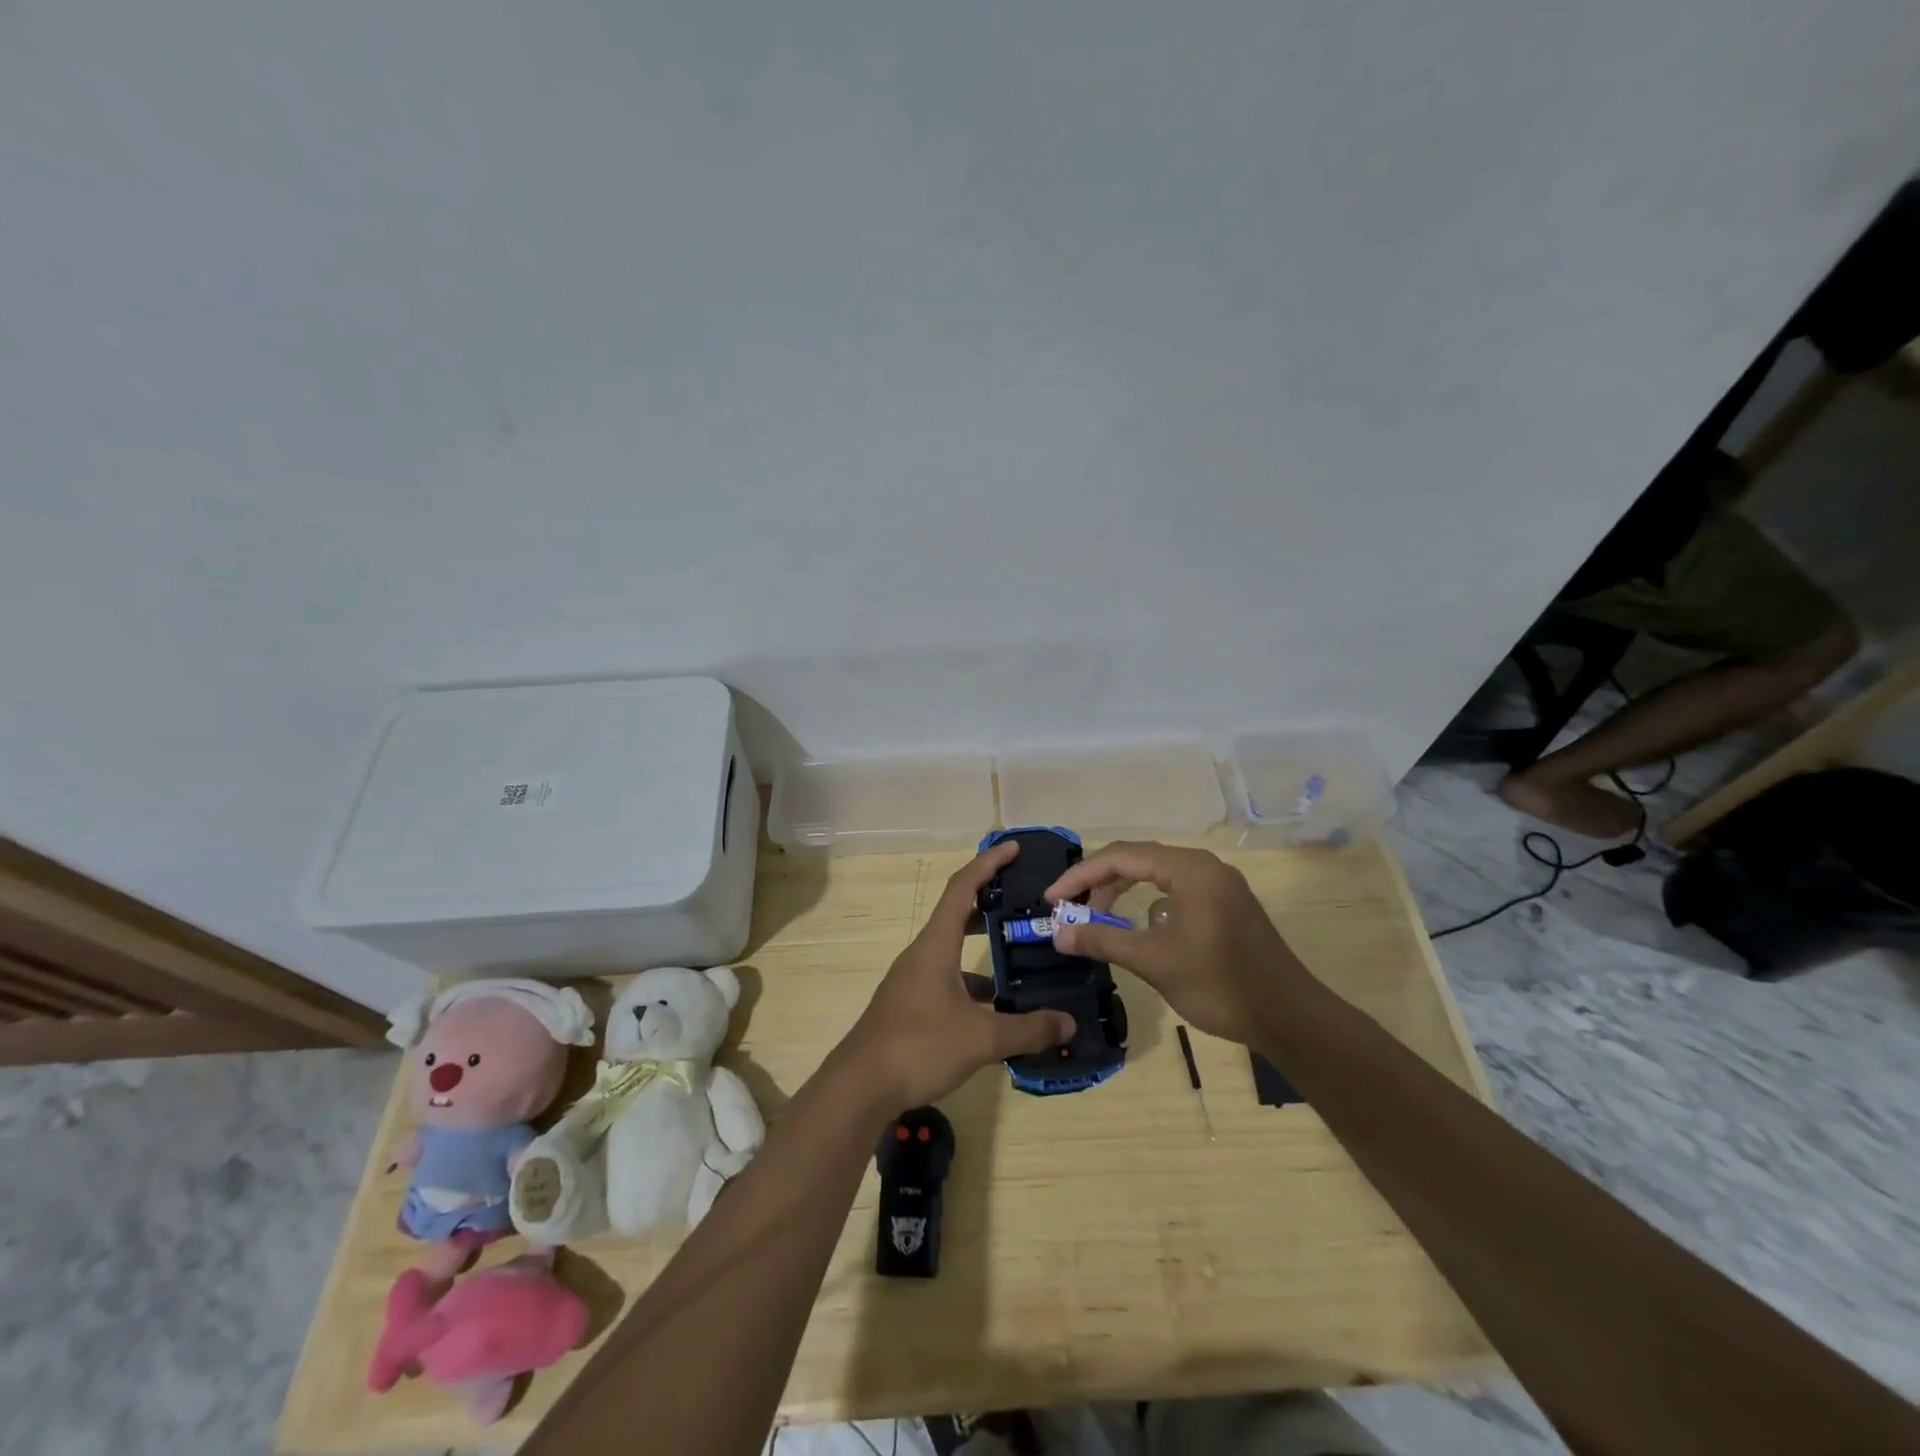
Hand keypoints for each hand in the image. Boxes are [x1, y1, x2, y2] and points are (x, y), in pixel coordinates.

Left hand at [841, 841, 1074, 1108]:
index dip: (988, 864)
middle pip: (958, 914)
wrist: (860, 1086)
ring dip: (984, 947)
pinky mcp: (912, 1005)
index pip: (962, 887)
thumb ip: (1028, 1029)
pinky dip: (974, 983)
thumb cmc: (919, 1046)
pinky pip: (949, 979)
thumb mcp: (981, 1038)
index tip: (1014, 848)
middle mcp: (923, 954)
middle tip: (1025, 899)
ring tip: (1022, 954)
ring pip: (954, 950)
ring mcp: (914, 980)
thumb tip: (1069, 1022)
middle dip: (990, 901)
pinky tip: (998, 1008)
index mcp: (935, 945)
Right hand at [1046, 841, 1304, 1046]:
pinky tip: (1137, 930)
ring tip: (1095, 918)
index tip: (1051, 899)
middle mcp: (1204, 866)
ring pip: (1156, 875)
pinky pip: (1174, 891)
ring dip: (1121, 892)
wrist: (1290, 1018)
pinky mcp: (1225, 906)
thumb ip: (1103, 939)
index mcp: (1190, 869)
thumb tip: (1059, 933)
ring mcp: (1218, 885)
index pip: (1121, 856)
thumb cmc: (1220, 985)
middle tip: (1069, 908)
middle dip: (1098, 882)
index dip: (1080, 875)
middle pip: (1137, 860)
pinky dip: (1147, 904)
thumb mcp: (1154, 961)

--------------------

▸ DIRECTIONS FOR THIS TASK: Once the images are set aside, retype all of the material above exactly.

▸ RESULT OF THIS EXERCISE:
Hand keypoints for each hand in the image. Boxes are [x1, y1, x2, y2] and points are (x, y), in pixel coordinates.

Left hand at [841, 841, 1074, 1108]:
index dip: (988, 864)
middle pip: (958, 914)
wrist: (860, 1086)
ring dip: (984, 947)
pinky mcp: (912, 1005)
index pip: (962, 887)
thumb ip: (1028, 1029)
pinky dip: (974, 983)
thumb cmc: (919, 1046)
pinky pip: (949, 979)
thumb mcp: (981, 1038)
index tip: (1014, 848)
middle mcp: (923, 954)
middle tip: (1025, 899)
ring tip: (1022, 954)
ring pip: (954, 950)
ring mcp: (914, 980)
thumb tip: (1069, 1022)
middle dip: (990, 901)
pinky tip: (998, 1008)
index mcp: (935, 945)
Right hand at [1046, 841, 1304, 1046]:
pinky tip: (1137, 930)
ring tip: (1095, 918)
index tip: (1051, 899)
middle mcp: (1204, 866)
ring pip: (1156, 875)
pinky pip: (1174, 891)
ring dip: (1121, 892)
wrist: (1290, 1018)
pinky mcp: (1225, 906)
thumb ip: (1103, 939)
index mcp: (1190, 869)
thumb tip: (1059, 933)
ring mcp: (1218, 885)
index pip: (1121, 856)
thumb cmc: (1220, 985)
middle tip: (1069, 908)
middle dip: (1098, 882)
index dip: (1080, 875)
middle pip: (1137, 860)
pinky dip: (1147, 904)
thumb mcp: (1154, 961)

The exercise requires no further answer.